9. The current incentive for electric vehicles will remain.
The existing tax incentives will remain until 2028, however they will bridge the gap on Vehicle Excise Duty from April 2025 towards other non-electric vehicles.
The appropriate percentages for the company car benefit in kind charge have been announced for the tax years 2028/29 and 2029/30. Zero emission electric vehicles will increase by 2% in both years to rise to 9%. Vehicles with emissions of 1g to 50g per km will have an appropriate percentage of 18% in 2029/30. All other emission bands will increase by 1% in both years with a maximum of 39% for 2029/30. This means that the incentive to purchase a zero emissions vehicle is slightly less than currently but there remains a big gap to vehicles with emissions in excess of 50g per km.

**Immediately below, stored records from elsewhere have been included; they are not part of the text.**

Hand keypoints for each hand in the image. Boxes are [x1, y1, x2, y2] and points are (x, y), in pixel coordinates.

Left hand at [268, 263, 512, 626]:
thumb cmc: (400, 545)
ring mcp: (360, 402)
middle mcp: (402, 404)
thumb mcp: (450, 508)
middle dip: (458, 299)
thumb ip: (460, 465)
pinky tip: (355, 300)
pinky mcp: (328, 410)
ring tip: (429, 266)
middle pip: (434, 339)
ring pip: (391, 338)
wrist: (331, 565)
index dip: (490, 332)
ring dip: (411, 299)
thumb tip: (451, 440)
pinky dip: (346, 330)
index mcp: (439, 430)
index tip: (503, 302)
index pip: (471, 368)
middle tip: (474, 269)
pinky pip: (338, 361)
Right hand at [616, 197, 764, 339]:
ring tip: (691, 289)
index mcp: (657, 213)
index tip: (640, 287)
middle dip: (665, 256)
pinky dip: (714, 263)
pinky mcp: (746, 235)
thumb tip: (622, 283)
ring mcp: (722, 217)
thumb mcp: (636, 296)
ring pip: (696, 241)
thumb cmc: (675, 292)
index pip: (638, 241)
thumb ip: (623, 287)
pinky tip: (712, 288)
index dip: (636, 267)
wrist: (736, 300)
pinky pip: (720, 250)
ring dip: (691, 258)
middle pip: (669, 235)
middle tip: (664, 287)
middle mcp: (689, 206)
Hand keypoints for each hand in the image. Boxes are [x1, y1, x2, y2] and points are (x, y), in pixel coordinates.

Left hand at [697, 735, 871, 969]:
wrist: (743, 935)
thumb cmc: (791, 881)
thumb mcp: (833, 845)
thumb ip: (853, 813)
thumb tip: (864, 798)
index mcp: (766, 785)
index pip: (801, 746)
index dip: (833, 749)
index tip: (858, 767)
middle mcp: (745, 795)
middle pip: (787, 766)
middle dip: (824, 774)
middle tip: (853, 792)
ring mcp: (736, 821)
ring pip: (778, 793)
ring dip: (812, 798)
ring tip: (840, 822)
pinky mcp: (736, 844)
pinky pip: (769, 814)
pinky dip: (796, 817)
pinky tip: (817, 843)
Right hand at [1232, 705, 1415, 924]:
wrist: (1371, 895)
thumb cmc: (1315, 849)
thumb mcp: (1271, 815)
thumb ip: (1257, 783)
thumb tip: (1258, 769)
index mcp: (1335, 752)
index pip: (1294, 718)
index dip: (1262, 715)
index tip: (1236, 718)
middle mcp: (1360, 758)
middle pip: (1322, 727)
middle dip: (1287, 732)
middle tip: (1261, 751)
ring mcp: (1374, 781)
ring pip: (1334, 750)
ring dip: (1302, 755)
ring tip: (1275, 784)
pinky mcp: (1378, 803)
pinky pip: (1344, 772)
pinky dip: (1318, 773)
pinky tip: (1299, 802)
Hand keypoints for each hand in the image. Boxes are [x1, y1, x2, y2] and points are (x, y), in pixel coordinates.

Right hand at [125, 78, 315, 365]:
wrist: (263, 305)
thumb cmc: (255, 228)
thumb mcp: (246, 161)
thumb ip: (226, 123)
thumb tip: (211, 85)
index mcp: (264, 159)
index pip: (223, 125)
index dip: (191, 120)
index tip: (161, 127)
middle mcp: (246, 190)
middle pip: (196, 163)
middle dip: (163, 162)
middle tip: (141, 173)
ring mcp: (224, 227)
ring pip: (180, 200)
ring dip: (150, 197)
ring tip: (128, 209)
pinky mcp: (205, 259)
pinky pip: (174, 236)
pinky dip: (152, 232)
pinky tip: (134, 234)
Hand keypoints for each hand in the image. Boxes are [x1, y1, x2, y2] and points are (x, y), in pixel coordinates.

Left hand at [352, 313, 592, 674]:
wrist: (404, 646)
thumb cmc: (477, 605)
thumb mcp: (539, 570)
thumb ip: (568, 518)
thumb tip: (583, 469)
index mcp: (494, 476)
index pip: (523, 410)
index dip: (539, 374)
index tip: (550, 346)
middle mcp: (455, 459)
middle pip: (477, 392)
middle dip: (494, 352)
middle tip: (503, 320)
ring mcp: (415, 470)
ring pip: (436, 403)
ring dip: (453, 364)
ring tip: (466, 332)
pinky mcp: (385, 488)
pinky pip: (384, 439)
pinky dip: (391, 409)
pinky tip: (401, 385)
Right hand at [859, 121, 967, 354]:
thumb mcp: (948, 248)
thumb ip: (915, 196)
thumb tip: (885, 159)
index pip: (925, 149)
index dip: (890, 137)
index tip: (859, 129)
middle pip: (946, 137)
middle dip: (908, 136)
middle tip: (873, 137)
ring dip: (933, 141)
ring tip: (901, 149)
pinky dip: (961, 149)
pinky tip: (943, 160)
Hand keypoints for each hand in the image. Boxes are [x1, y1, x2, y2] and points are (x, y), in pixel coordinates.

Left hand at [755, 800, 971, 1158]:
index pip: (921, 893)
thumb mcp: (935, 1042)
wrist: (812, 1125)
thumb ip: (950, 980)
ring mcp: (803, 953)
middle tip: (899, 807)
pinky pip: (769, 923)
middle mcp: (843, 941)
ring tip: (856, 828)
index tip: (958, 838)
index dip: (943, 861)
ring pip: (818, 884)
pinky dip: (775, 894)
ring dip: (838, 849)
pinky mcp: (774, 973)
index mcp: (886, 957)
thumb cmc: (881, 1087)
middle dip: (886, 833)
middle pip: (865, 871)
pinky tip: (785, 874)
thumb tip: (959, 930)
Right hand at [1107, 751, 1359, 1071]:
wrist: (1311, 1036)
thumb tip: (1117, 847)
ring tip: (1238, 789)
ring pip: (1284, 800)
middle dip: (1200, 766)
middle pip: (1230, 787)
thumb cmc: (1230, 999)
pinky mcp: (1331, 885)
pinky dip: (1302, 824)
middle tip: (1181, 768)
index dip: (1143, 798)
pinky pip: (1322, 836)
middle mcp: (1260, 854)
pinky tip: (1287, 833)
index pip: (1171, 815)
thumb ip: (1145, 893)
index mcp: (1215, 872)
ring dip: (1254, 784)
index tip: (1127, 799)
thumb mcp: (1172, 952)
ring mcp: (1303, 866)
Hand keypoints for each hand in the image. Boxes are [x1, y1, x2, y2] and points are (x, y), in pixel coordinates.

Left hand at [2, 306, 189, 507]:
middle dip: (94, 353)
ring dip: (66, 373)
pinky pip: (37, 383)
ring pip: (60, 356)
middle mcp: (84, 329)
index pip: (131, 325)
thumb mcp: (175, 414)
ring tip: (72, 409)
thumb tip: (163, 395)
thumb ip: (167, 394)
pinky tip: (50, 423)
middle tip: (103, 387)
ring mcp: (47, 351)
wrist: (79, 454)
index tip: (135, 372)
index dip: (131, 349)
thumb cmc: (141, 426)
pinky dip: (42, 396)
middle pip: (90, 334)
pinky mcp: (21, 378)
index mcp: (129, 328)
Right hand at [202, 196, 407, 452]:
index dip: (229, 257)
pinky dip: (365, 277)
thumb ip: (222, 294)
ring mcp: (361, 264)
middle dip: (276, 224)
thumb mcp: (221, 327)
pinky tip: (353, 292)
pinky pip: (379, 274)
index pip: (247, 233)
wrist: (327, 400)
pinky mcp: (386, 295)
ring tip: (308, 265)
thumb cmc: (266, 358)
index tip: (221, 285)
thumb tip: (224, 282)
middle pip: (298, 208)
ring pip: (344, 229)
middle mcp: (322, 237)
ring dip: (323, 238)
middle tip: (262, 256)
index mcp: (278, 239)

10. The 75% relief on Business Rates for Retail, Leisure and Hospitality premises will be reduced to 40% from April 2025 up to a maximum of £110,000 (it was previously intended to revert back to no relief). This is a temporary one year measure with a permanent lower multipliers being put in place for these premises from April 2026. This is to be funded by increased multipliers on properties with a Rateable Value over £500,000.
11. Some certainty has been provided to companies with the announcement that the main rate of corporation tax for profits over £250,000 (pro rated for associated companies) will remain at 25% during this parliament. The cynics amongst us may wonder though if that prevents the lower rate of 19% up to £50,000 being increased before then. In addition the capital allowance system and the current R&D reliefs will be maintained.
12. HMRC will be raising interest rates by 1.5% on the late payment of tax with effect from April 2025. Be sure to put aside your tax savings so you are not caught out by high rates of late payment interest.
And finally some good news, and our favourite, investment will be made to the infrastructure of HMRC which is currently on its knees!
Watch out for the small print, like adjustments to the High Income Child Benefit Charge. Undoubtedly there will be more to come once we have digested the small print so watch this space for updates.